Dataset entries
....................

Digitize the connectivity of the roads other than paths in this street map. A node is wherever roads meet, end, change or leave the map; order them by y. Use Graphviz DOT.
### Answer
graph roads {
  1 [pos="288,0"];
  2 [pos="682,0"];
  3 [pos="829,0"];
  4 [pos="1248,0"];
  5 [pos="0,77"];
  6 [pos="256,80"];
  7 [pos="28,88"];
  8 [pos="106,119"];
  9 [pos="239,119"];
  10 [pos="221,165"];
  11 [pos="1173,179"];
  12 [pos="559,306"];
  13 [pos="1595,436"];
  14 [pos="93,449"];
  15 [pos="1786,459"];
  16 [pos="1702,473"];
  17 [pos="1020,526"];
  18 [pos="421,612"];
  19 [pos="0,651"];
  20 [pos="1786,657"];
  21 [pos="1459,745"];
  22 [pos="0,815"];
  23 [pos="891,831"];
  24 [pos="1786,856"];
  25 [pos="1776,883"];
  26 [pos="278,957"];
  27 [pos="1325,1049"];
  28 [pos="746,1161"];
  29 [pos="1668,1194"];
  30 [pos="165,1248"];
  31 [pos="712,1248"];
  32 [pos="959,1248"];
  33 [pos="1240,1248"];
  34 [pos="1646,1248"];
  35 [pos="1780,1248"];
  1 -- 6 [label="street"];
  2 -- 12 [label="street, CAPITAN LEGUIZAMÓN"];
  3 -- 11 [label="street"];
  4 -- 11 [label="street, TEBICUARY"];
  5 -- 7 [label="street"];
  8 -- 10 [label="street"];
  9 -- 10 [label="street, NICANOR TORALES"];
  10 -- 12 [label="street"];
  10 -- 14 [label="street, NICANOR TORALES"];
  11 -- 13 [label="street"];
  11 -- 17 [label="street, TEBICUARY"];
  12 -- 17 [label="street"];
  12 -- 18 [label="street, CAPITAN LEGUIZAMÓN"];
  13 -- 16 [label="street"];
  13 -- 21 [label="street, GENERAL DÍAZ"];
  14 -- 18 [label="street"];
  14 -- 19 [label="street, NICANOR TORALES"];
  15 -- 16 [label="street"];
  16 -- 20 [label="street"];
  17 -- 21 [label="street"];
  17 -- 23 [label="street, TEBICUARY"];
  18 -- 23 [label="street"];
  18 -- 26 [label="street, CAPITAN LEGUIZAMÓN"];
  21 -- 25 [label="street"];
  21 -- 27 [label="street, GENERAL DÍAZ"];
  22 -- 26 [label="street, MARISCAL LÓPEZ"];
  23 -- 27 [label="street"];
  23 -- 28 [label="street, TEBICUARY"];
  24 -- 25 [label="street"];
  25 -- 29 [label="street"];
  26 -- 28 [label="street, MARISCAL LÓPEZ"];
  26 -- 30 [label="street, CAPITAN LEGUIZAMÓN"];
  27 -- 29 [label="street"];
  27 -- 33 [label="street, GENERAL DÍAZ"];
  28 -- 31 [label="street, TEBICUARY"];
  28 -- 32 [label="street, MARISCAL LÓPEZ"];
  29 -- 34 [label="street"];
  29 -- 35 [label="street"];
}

....................

EXERCISE DETAILS: For this exercise, output all the data exactly as shown above.

YOUR SOLUTION:
Digitize the connectivity of the roads other than paths in this street map. A node is wherever roads meet, end, change or leave the map; order them by y. Use Graphviz DOT.
### Answer
graph roads {
  1 [pos="288,0"];
  2 [pos="682,0"];
  3 [pos="829,0"];
  4 [pos="1248,0"];
  5 [pos="0,77"];
  6 [pos="256,80"];
  7 [pos="28,88"];
  8 [pos="106,119"];
  9 [pos="239,119"];
  10 [pos="221,165"];
  11 [pos="1173,179"];
  12 [pos="559,306"];
  13 [pos="1595,436"];
  14 [pos="93,449"];
  15 [pos="1786,459"];
  16 [pos="1702,473"];
  17 [pos="1020,526"];
  18 [pos="421,612"];
  19 [pos="0,651"];
  20 [pos="1786,657"];
  21 [pos="1459,745"];
  22 [pos="0,815"];
  23 [pos="891,831"];
  24 [pos="1786,856"];
  25 [pos="1776,883"];
  26 [pos="278,957"];
  27 [pos="1325,1049"];
  28 [pos="746,1161"];
  29 [pos="1668,1194"];
  30 [pos="165,1248"];
  31 [pos="712,1248"];
  32 [pos="959,1248"];
  33 [pos="1240,1248"];
  34 [pos="1646,1248"];
  35 [pos="1780,1248"];
  1 -- 6 [label="street"];
  2 -- 12 [label="street, CAPITAN LEGUIZAMÓN"];
  3 -- 11 [label="street"];
  4 -- 11 [label="street, TEBICUARY"];
  5 -- 7 [label="street"];
  8 -- 10 [label="street"];
  9 -- 10 [label="street, NICANOR TORALES"];
  10 -- 12 [label="street"];
  10 -- 14 [label="street, NICANOR TORALES"];
  11 -- 13 [label="street"];
  11 -- 17 [label="street, TEBICUARY"];
  12 -- 17 [label="street"];
  12 -- 18 [label="street, CAPITAN LEGUIZAMÓN"];
  13 -- 16 [label="street"];
  13 -- 21 [label="street, GENERAL DÍAZ"];
  14 -- 18 [label="street"];
  14 -- 19 [label="street, NICANOR TORALES"];
  15 -- 16 [label="street"];
  16 -- 20 [label="street"];
  17 -- 21 [label="street"];
  17 -- 23 [label="street, TEBICUARY"];
  18 -- 23 [label="street"];
  18 -- 26 [label="street, CAPITAN LEGUIZAMÓN"];
  21 -- 25 [label="street"];
  21 -- 27 [label="street, GENERAL DÍAZ"];
  22 -- 26 [label="street, MARISCAL LÓPEZ"];
  23 -- 27 [label="street"];
  23 -- 28 [label="street, TEBICUARY"];
  24 -- 25 [label="street"];
  25 -- 29 [label="street"];
  26 -- 28 [label="street, MARISCAL LÓPEZ"];
  26 -- 30 [label="street, CAPITAN LEGUIZAMÓN"];
  27 -- 29 [label="street"];
  27 -- 33 [label="street, GENERAL DÍAZ"];
  28 -- 31 [label="street, TEBICUARY"];
  28 -- 32 [label="street, MARISCAL LÓPEZ"];
  29 -- 34 [label="street"];
  29 -- 35 [label="street"];
}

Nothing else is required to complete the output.